Supplied data Start Marker

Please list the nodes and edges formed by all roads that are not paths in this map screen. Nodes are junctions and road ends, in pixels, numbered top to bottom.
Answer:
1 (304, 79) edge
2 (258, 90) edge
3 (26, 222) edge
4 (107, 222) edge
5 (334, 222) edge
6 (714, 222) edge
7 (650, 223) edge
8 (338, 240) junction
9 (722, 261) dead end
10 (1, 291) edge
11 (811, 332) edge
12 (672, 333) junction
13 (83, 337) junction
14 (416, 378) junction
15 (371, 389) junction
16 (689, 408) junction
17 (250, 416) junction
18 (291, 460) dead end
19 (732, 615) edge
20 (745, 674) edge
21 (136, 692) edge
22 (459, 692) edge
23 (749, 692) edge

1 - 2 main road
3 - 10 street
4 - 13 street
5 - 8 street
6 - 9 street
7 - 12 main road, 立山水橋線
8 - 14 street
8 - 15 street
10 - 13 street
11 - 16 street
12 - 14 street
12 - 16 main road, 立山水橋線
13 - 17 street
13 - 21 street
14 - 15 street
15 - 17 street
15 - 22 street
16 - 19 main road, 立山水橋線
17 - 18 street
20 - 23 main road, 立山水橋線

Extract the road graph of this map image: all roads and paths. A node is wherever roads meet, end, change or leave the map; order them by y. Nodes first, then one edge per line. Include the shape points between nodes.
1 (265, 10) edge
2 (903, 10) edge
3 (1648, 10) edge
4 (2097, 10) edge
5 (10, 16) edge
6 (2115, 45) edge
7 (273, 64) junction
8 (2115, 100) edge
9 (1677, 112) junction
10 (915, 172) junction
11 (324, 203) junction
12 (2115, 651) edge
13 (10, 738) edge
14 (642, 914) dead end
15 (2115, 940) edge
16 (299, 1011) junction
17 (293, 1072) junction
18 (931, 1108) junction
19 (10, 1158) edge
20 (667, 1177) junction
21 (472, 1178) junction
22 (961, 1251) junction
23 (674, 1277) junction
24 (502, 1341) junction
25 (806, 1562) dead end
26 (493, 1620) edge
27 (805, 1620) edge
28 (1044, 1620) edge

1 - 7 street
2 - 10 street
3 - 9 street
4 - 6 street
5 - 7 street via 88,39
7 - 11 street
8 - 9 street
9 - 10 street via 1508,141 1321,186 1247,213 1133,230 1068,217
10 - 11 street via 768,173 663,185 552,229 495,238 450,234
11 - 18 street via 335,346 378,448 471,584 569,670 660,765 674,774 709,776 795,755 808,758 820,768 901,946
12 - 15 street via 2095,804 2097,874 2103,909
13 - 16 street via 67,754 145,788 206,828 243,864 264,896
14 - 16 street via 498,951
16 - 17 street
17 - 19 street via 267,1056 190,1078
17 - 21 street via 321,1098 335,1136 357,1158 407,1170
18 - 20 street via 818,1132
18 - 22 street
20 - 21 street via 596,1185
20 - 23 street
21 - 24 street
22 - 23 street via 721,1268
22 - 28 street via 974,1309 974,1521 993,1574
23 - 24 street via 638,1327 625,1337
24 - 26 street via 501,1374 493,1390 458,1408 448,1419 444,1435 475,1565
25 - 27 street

Supplied data End Marker

• [Task prompt]:
The records above need copying again. Keep each word as it is.

• [Problem solution]:
Please list the nodes and edges formed by all roads that are not paths in this map screen. Nodes are junctions and road ends, in pixels, numbered top to bottom.
Answer:
1 (304, 79) edge
2 (258, 90) edge
3 (26, 222) edge
4 (107, 222) edge
5 (334, 222) edge
6 (714, 222) edge
7 (650, 223) edge
8 (338, 240) junction
9 (722, 261) dead end
10 (1, 291) edge
11 (811, 332) edge
12 (672, 333) junction
13 (83, 337) junction
14 (416, 378) junction
15 (371, 389) junction
16 (689, 408) junction
17 (250, 416) junction
18 (291, 460) dead end
19 (732, 615) edge
20 (745, 674) edge
21 (136, 692) edge
22 (459, 692) edge
23 (749, 692) edge

1 - 2 main road
3 - 10 street
4 - 13 street
5 - 8 street
6 - 9 street
7 - 12 main road, 立山水橋線
8 - 14 street
8 - 15 street
10 - 13 street
11 - 16 street
12 - 14 street
12 - 16 main road, 立山水橋線
13 - 17 street
13 - 21 street
14 - 15 street
15 - 17 street
15 - 22 street
16 - 19 main road, 立山水橋線
17 - 18 street
20 - 23 main road, 立山水橋線

Extract the road graph of this map image: all roads and paths. A node is wherever roads meet, end, change or leave the map; order them by y. Nodes first, then one edge per line. Include the shape points between nodes.
1 (265, 10) edge
2 (903, 10) edge
3 (1648, 10) edge
4 (2097, 10) edge
5 (10, 16) edge
6 (2115, 45) edge
7 (273, 64) junction
8 (2115, 100) edge
9 (1677, 112) junction
10 (915, 172) junction
11 (324, 203) junction
12 (2115, 651) edge
13 (10, 738) edge
14 (642, 914) dead end
15 (2115, 940) edge
16 (299, 1011) junction
17 (293, 1072) junction
18 (931, 1108) junction
19 (10, 1158) edge
20 (667, 1177) junction
21 (472, 1178) junction
22 (961, 1251) junction
23 (674, 1277) junction
24 (502, 1341) junction
25 (806, 1562) dead end
26 (493, 1620) edge
27 (805, 1620) edge
28 (1044, 1620) edge

1 - 7 street
2 - 10 street
3 - 9 street
4 - 6 street
5 - 7 street via 88,39
7 - 11 street
8 - 9 street
9 - 10 street via 1508,141 1321,186 1247,213 1133,230 1068,217
10 - 11 street via 768,173 663,185 552,229 495,238 450,234
11 - 18 street via 335,346 378,448 471,584 569,670 660,765 674,774 709,776 795,755 808,758 820,768 901,946
12 - 15 street via 2095,804 2097,874 2103,909
13 - 16 street via 67,754 145,788 206,828 243,864 264,896
14 - 16 street via 498,951
16 - 17 street
17 - 19 street via 267,1056 190,1078
17 - 21 street via 321,1098 335,1136 357,1158 407,1170
18 - 20 street via 818,1132
18 - 22 street
20 - 21 street via 596,1185
20 - 23 street
21 - 24 street
22 - 23 street via 721,1268
22 - 28 street via 974,1309 974,1521 993,1574
23 - 24 street via 638,1327 625,1337
24 - 26 street via 501,1374 493,1390 458,1408 448,1419 444,1435 475,1565
25 - 27 street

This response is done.